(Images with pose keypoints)
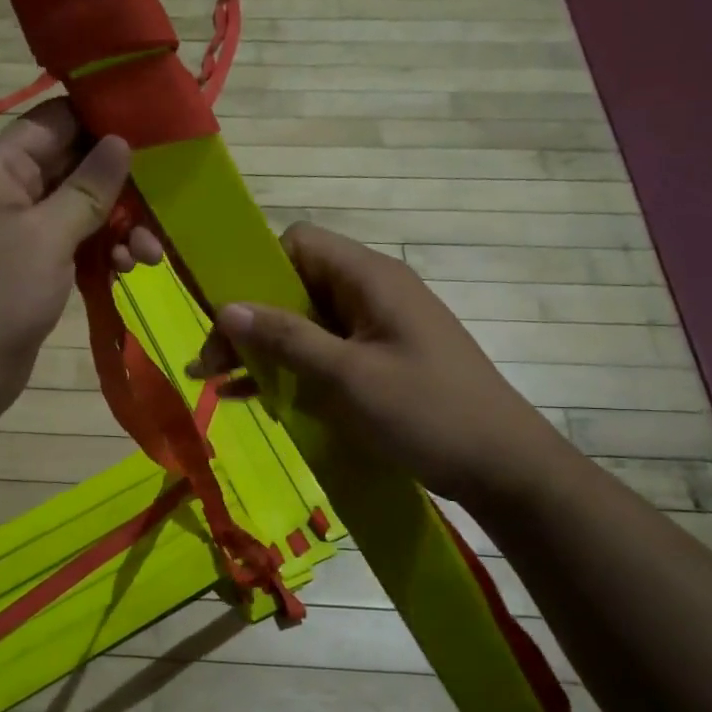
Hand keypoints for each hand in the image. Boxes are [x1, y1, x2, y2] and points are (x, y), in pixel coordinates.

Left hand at [0, 100, 161, 423]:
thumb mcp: (47, 236)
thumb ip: (87, 187)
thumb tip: (120, 140)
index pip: (56, 120)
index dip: (104, 120)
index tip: (156, 133)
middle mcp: (7, 189)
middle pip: (74, 165)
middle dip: (121, 186)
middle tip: (163, 209)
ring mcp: (19, 229)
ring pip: (80, 208)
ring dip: (118, 225)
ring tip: (150, 256)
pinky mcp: (31, 264)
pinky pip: (74, 241)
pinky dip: (102, 251)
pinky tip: (129, 269)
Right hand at [190, 222, 567, 507]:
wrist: (502, 466)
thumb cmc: (426, 412)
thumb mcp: (347, 376)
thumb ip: (286, 338)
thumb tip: (226, 307)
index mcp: (369, 278)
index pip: (298, 244)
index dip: (258, 271)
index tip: (229, 315)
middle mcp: (371, 293)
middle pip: (295, 286)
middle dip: (249, 321)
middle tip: (209, 364)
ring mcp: (376, 329)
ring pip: (305, 323)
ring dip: (264, 349)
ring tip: (217, 382)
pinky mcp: (378, 362)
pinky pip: (323, 353)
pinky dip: (289, 369)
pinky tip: (252, 397)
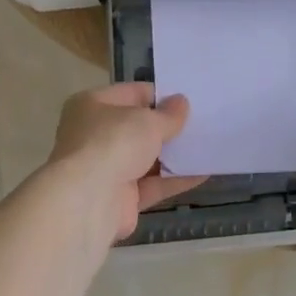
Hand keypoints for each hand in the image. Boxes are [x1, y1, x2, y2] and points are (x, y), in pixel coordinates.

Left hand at [44, 83, 206, 245]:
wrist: (88, 201)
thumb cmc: (114, 143)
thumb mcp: (147, 121)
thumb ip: (168, 114)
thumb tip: (181, 103)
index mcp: (92, 106)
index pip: (131, 94)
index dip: (160, 96)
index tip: (188, 100)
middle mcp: (94, 135)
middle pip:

▶ WHAT YOU SHOULD DO: Could you set down exactly, and only, the lines from the line containing "middle tip: (163, 209)" through the last line of the records, both included, without the pictures?

▶ ANSWER TO THIS TASK:
middle tip: (163, 209)
ring mcp: (19, 229)
ring pip: (80, 208)
ring dip: (118, 225)
ring tip: (150, 256)
pinky mcp: (31, 264)
pinky pip: (74, 241)
pinky dip: (102, 251)
pinky tip: (129, 269)
Right hand at [190, 222, 567, 507]:
wrist: (502, 466)
thumb cmc: (426, 412)
thumb mcp: (347, 376)
thumb ip: (286, 338)
thumb tip: (226, 307)
index mcp: (369, 278)
index pip: (298, 244)
index dip: (258, 271)
index tip: (229, 315)
middle mcp: (371, 293)
middle pip: (295, 286)
middle dip: (249, 321)
middle tip: (209, 364)
ring mcp: (376, 329)
ring pip: (305, 323)
ring dip: (264, 349)
ring tip: (217, 382)
pinky mcp: (378, 362)
pinky pip: (323, 353)
pinky dip: (289, 369)
pinky tip: (252, 397)
Hand keypoints for each hand in the image. Boxes are [x1, y1, x2, y2] and points are (x, y), in pixel coordinates.

Left hand at [44, 83, 206, 245]:
wrist: (88, 201)
thumb cmc: (114, 143)
thumb mcp: (147, 121)
thumb ip: (168, 114)
thumb tip: (181, 103)
index mcp: (92, 106)
index pip: (131, 94)
index dip: (160, 96)
index tip: (188, 100)
middle mcp: (94, 135)
middle pip:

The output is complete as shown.